Editorial

Feature in Issue 23-1 | Spring 2011

What do theatre artists need to create work? When asked this question, one of the most frequent replies is: somewhere to make work that’s away from the demands of daily life, family commitments, administration and whatever else gets in the way. For makers: somewhere where materials can be assembled then left undisturbed, not put away and taken out endlessly, and big enough to create the necessary structures (set, props, large-scale puppets and animations); for actors, dancers and other movement practitioners, an empty space that’s clean and warm and available for a big long stretch of time, rather than rented by the hour.

Space and time, then, is what it boils down to. Enter the creation centre! It’s not a new idea: there have been creation centres of sorts in the UK for many years, usually artist-led ventures like Lanternhouse (set up by Welfare State International, as our Canny Granny documents in her column Home Truths, which this issue takes a not-too-reverent look at the subject of creation centres). And many other companies have created spaces for themselves to work in, often opening up those spaces to other artists and projects.

The Canny Granny also mentions Atelier 231 in France, a centre I had the pleasure of working in last month (January 2010). There are a whole bunch of French creation centres dotted around the country and varying enormously in size/style/ethos, with the common factor that they were set up to provide space (and time, as artists are invited to come and work in residence) for artists making street arts, site-specific theatre, and other forms of work for which it is difficult to find spaces to create as they, for the most part, operate outside of the regular theatre ‘built venue’ network and often involve large and/or cumbersome bits of kit.

There has been talk for years – decades, even – about UK initiatives for street arts and creation centres, and the big news at the moment is that what is being billed as ‘Britain’s first French style creation centre’ – Slip 6 in Kent, still in a process of development… watch this space as it is a subject we will be returning to throughout 2011.

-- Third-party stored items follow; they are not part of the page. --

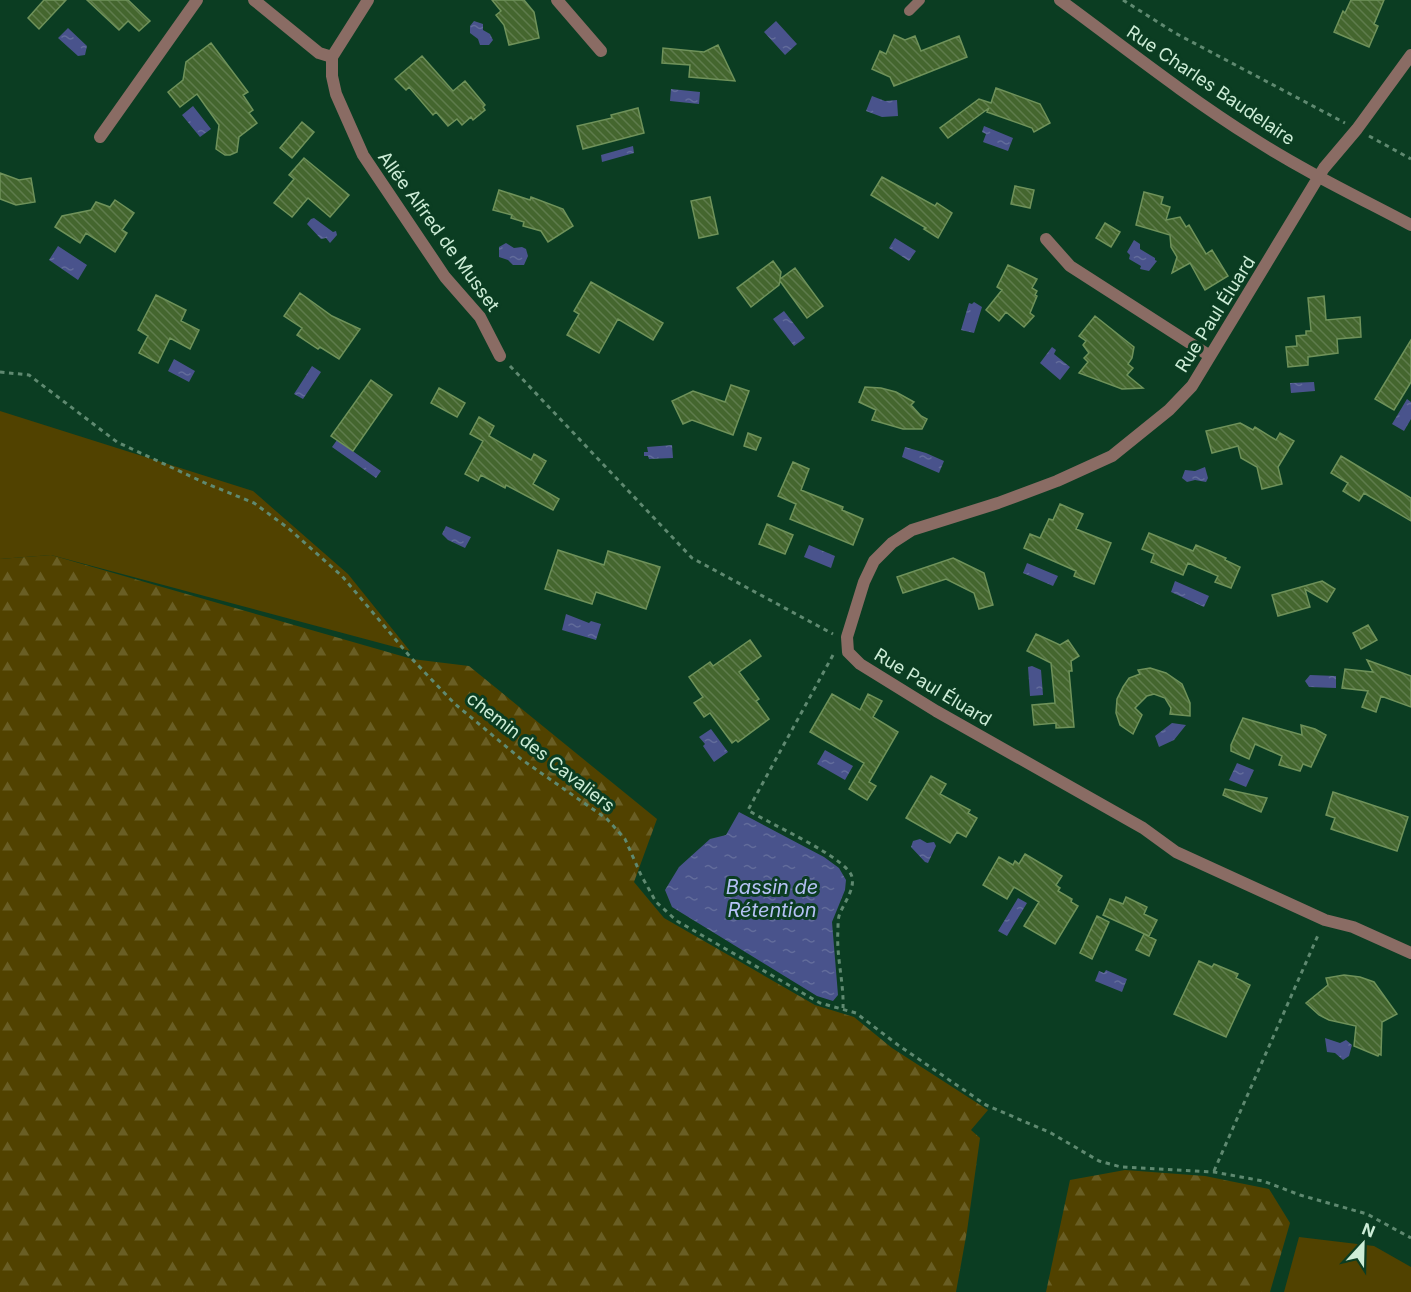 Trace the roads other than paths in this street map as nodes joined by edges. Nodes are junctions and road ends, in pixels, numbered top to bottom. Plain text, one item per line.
1 (197, 0) edge
2 (254, 0) edge
3 (368, 0) edge
4 (557, 0) edge
5 (920, 0) edge
6 (1060, 0) edge
7 (909, 11) dead end
8 (602, 51) dead end
9 (1411, 55) edge
10 (332, 57) junction
11 (100, 137) dead end
12 (1320, 177) junction
13 (1411, 225) edge
14 (1046, 239) dead end
15 (500, 356) road end
16 (1210, 356) junction
17 (1411, 953) edge

1 - 11 street
2 - 10 street
3 - 10 street
4 - 8 street
5 - 7 lane
6 - 12 street, Rue Charles Baudelaire
9 - 12 street, Rue Paul Éluard
10 - 15 street, Allée Alfred de Musset
12 - 13 street, Rue Charles Baudelaire
12 - 16 street, Rue Paul Éluard
14 - 16 street
16 - 17 street, Rue Paul Éluard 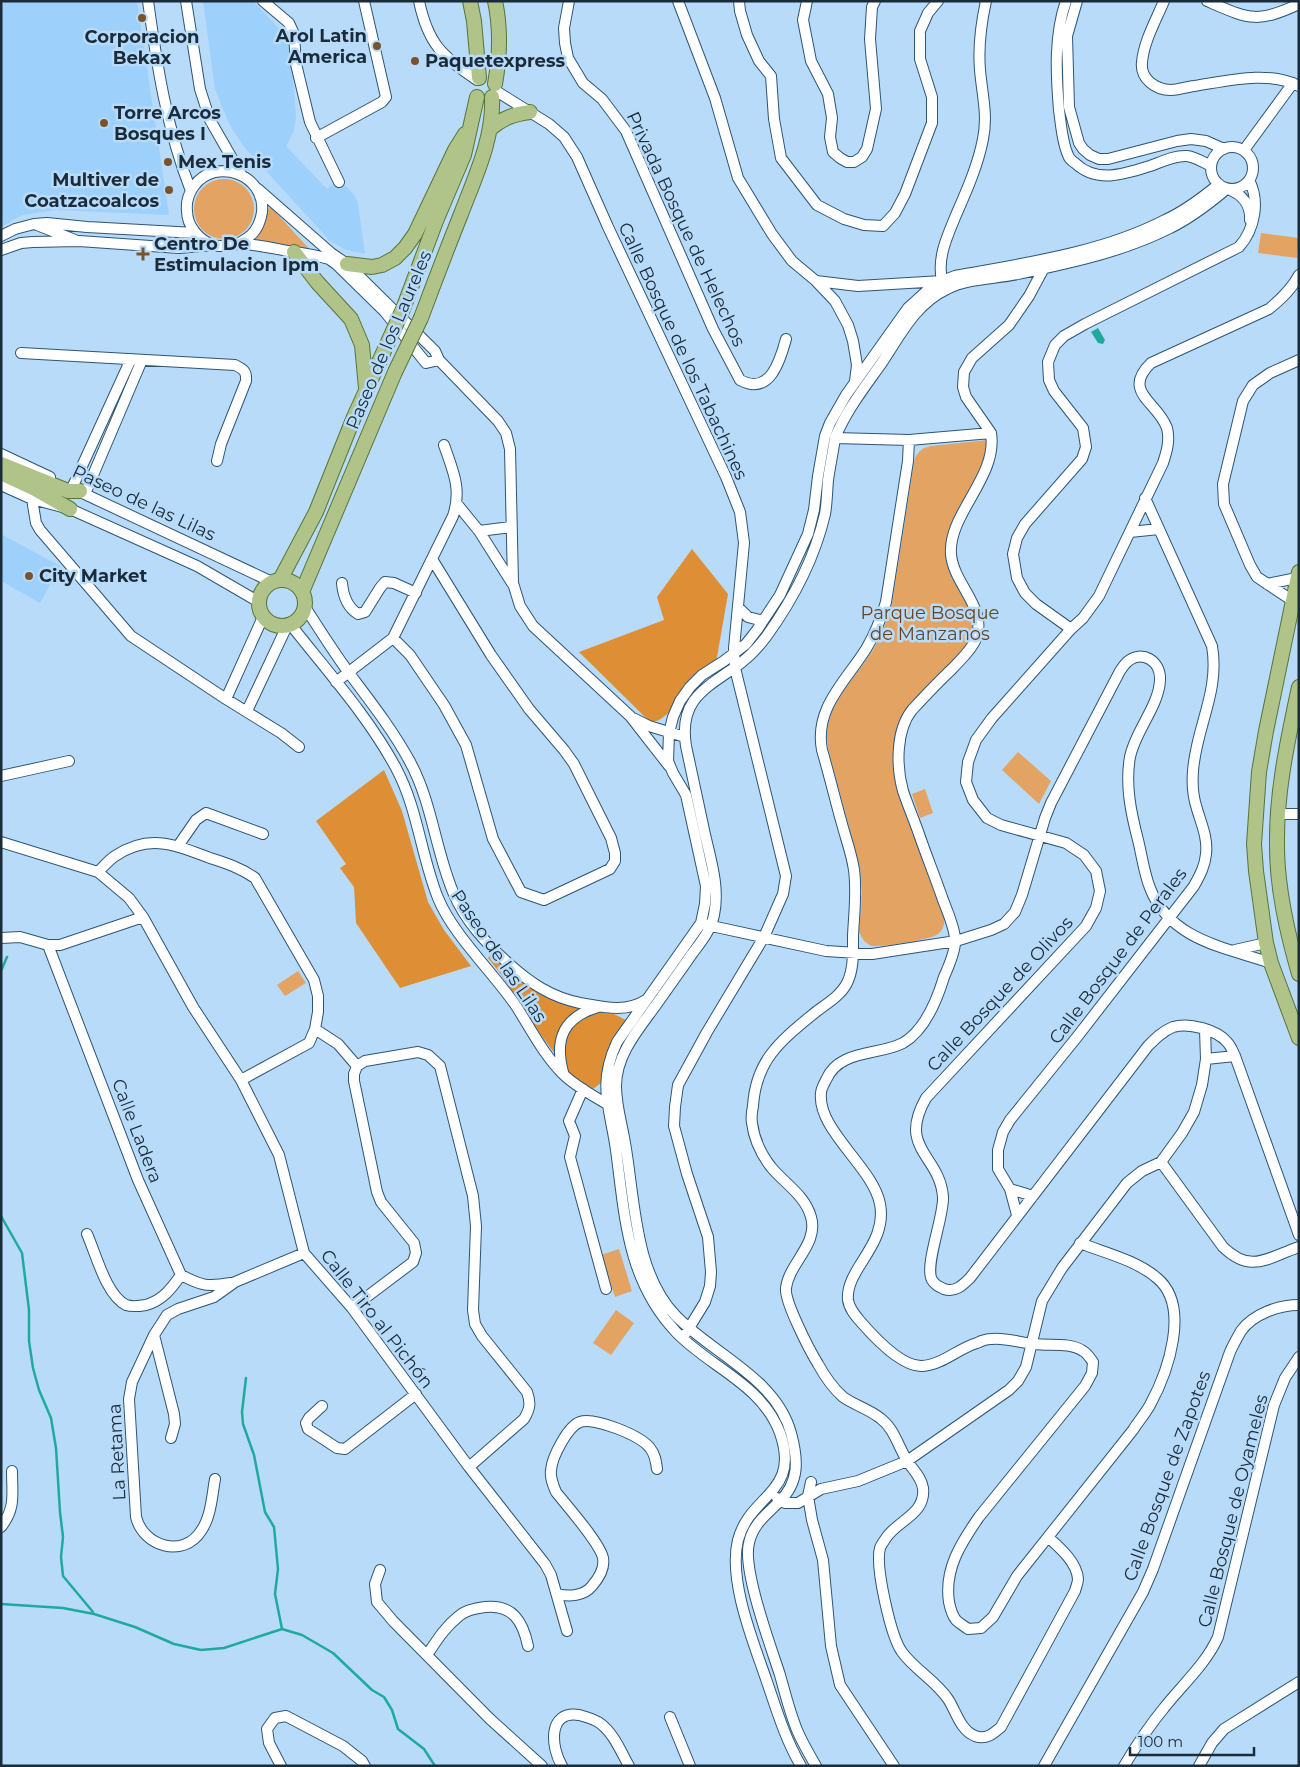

Meanwhile, there is also a drive from venues to investigate the ‘creation centre’ idea – with Lanternhouse’s clean, new, purpose-built building being more the aim than the big old grimy warehouse model. In this issue, Miriam King (who was herself a supported artist of the venue) documents the development of Hampshire venue The Point’s new creation centre and supported artists scheme.

Total Theatre Magazine is of course always interested in how artists go about making their work, and in this issue you will find an artist’s diary by Rajni Shah, Glory Days, on the creation of her new show Glorious, which will premiere at the Barbican as part of SPILL, April 2011. In another of our features, To Infinity and Beyond, Theatre Ad Infinitum’s co-artistic directors interview each other.

Our new regular feature, The Works, has Tim Crouch as its subject; Being There gives us a threeway look at S.P.I.D. Theatre’s Childsplay; and our Voices candidate is theatre-maker and director of SPILL, Robert Pacitti.

The Reviews section includes the new 1927 show at BAC, a multi-voiced reflection on family-friendly theatre, and two special reports on the London International Mime Festival 2011.

Plenty to put a spring in your step, then!